▶ _Aim of the task_: Find the word "گندمکار" in the listing below, then return every line it appears in.

### Material to process ###

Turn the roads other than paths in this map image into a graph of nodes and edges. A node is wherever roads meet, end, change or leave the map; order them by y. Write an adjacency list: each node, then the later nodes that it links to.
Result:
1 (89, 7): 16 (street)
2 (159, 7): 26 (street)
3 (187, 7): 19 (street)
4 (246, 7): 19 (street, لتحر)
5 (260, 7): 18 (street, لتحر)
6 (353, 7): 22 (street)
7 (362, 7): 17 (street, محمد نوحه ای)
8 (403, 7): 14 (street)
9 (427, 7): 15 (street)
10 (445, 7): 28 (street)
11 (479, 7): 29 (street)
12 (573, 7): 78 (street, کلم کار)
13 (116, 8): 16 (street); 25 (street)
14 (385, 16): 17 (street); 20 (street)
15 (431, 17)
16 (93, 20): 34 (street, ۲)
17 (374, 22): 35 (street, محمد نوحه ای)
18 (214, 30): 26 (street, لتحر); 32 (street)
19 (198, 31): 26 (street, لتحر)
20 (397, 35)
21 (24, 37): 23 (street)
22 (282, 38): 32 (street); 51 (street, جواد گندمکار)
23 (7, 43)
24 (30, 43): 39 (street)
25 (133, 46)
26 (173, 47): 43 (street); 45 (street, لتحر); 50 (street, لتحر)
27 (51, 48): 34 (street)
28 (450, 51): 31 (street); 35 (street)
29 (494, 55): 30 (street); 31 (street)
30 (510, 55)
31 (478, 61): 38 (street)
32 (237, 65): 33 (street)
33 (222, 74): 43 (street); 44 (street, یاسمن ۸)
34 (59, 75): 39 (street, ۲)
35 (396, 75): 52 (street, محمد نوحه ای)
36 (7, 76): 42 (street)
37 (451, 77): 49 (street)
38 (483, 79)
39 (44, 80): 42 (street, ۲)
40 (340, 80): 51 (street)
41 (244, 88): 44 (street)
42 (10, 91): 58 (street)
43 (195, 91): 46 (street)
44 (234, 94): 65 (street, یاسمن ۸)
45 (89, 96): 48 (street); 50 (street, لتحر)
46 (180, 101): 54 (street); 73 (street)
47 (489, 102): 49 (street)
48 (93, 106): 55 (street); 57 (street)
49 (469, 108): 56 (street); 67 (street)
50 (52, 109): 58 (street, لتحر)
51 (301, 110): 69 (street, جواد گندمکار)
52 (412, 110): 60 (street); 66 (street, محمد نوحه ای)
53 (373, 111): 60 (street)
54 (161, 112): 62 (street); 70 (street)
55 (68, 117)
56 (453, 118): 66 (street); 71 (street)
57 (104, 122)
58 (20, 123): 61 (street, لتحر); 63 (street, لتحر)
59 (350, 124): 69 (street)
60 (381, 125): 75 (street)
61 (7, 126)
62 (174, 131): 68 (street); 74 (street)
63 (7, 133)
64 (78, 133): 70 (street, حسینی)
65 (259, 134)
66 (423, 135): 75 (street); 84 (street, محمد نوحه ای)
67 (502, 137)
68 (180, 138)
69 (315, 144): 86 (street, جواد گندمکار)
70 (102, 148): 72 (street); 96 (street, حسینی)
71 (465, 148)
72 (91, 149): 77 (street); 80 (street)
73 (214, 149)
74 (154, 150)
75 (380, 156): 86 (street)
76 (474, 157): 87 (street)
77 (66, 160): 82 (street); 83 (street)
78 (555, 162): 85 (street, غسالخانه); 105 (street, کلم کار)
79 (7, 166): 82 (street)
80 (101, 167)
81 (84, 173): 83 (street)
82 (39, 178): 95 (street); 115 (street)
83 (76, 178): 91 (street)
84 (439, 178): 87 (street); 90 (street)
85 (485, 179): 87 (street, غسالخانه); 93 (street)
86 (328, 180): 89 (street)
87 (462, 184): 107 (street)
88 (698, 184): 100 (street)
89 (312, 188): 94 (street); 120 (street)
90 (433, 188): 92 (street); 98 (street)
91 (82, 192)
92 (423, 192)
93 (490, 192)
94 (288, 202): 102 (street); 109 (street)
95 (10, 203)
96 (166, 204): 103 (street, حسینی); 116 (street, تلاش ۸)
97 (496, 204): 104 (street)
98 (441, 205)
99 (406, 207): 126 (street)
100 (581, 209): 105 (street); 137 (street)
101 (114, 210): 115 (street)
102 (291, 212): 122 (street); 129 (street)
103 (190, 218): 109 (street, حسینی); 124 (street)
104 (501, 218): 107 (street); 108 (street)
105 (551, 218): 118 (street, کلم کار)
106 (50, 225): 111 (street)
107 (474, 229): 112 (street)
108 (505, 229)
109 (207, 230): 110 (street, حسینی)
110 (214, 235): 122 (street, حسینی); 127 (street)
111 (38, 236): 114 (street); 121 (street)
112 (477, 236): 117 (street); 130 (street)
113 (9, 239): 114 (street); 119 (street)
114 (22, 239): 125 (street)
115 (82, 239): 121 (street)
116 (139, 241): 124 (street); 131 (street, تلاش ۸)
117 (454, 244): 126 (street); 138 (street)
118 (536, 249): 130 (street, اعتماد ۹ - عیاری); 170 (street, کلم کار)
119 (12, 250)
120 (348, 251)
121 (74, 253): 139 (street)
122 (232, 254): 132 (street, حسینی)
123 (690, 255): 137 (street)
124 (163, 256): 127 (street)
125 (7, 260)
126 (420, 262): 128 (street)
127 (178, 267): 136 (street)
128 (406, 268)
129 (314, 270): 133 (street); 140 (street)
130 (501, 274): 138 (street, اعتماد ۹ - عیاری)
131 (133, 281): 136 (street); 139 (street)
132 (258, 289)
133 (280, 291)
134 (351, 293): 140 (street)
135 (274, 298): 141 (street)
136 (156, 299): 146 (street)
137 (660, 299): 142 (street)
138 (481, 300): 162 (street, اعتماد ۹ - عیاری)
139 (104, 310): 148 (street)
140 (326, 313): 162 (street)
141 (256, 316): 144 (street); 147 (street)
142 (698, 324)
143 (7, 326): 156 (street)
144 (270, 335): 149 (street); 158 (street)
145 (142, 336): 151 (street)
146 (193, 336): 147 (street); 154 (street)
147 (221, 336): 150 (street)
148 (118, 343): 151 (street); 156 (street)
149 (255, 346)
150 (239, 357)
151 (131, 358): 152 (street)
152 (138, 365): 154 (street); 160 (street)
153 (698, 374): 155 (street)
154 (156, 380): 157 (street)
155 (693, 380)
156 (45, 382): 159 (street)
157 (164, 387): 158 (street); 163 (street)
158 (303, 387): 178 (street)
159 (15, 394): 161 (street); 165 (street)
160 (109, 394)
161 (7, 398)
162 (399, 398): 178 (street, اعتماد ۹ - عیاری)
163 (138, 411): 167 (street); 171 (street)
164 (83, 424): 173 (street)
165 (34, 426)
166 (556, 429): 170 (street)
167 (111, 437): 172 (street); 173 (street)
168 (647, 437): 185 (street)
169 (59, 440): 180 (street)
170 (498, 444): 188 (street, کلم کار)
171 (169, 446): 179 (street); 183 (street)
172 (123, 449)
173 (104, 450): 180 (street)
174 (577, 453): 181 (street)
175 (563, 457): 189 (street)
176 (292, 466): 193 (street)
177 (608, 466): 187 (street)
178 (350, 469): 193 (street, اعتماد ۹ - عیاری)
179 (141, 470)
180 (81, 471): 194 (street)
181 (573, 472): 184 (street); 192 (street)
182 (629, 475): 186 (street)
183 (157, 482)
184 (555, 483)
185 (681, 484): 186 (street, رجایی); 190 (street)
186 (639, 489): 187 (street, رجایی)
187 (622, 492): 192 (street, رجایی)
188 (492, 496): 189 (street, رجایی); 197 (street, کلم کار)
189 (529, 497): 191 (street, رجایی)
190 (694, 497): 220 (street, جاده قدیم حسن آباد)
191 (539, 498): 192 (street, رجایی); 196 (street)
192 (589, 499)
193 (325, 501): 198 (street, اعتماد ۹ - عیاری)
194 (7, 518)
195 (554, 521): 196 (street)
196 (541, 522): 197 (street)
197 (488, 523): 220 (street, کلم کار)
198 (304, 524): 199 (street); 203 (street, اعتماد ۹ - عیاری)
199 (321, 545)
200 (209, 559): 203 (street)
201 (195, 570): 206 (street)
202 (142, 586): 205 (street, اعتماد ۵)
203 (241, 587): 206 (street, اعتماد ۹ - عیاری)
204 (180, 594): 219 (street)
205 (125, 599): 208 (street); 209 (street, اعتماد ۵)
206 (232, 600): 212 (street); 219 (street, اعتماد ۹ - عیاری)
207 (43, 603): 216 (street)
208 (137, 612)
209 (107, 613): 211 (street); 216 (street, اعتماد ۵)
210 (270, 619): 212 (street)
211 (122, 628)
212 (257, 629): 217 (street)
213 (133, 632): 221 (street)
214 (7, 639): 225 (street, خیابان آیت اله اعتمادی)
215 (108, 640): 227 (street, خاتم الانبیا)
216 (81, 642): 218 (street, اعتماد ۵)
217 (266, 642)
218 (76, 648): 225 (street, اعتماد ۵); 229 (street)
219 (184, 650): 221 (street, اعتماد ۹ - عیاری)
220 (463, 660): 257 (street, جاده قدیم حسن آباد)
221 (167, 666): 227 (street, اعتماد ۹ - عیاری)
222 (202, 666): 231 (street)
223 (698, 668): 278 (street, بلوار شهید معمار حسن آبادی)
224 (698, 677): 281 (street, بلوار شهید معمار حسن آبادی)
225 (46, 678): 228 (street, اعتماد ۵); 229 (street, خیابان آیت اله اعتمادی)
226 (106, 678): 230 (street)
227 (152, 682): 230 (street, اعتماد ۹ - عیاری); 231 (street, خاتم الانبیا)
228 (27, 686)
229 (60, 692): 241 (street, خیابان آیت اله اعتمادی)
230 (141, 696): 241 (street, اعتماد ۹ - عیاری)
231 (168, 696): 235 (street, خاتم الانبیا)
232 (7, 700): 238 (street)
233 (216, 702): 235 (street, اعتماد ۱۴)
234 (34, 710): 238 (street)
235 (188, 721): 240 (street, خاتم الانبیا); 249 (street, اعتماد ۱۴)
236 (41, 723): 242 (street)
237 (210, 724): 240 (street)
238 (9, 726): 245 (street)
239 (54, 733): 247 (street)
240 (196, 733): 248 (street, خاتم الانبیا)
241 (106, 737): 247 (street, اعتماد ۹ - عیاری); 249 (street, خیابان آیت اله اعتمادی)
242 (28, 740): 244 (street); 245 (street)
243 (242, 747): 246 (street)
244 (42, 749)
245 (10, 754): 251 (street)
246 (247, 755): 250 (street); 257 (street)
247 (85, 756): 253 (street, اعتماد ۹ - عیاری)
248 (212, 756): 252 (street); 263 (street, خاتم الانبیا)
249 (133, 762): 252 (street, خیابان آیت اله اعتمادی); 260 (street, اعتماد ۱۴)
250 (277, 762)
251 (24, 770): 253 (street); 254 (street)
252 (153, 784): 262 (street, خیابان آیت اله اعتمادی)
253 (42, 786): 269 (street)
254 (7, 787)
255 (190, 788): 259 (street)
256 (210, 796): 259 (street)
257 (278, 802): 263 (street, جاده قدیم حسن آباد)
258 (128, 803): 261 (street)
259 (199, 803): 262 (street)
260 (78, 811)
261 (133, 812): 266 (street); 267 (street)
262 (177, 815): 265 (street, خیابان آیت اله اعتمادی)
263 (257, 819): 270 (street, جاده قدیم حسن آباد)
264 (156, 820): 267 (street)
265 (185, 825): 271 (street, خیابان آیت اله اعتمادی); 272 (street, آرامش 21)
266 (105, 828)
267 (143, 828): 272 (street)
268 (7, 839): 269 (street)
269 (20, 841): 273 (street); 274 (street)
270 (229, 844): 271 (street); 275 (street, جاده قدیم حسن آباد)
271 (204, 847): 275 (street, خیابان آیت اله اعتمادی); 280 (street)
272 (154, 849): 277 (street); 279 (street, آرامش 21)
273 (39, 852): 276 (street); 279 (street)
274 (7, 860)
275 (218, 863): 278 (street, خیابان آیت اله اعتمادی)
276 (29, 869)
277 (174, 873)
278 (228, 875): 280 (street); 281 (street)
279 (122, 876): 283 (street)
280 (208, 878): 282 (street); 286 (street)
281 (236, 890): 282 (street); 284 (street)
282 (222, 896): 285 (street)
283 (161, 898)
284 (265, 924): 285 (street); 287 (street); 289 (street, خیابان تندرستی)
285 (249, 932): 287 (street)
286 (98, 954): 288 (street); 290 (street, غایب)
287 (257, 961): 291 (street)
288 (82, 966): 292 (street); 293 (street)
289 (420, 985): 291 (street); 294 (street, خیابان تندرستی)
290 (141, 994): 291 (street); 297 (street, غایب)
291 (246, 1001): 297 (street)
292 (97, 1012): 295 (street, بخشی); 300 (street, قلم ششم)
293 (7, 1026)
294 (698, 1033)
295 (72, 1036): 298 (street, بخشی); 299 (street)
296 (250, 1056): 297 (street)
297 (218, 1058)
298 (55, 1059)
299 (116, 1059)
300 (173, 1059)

###

▶ _Answer to this exercise_:
22 (282, 38): 32 (street); 51 (street, جواد گندمکار)
51 (301, 110): 69 (street, جواد گندمکار)
69 (315, 144): 86 (street, جواد گندمکار)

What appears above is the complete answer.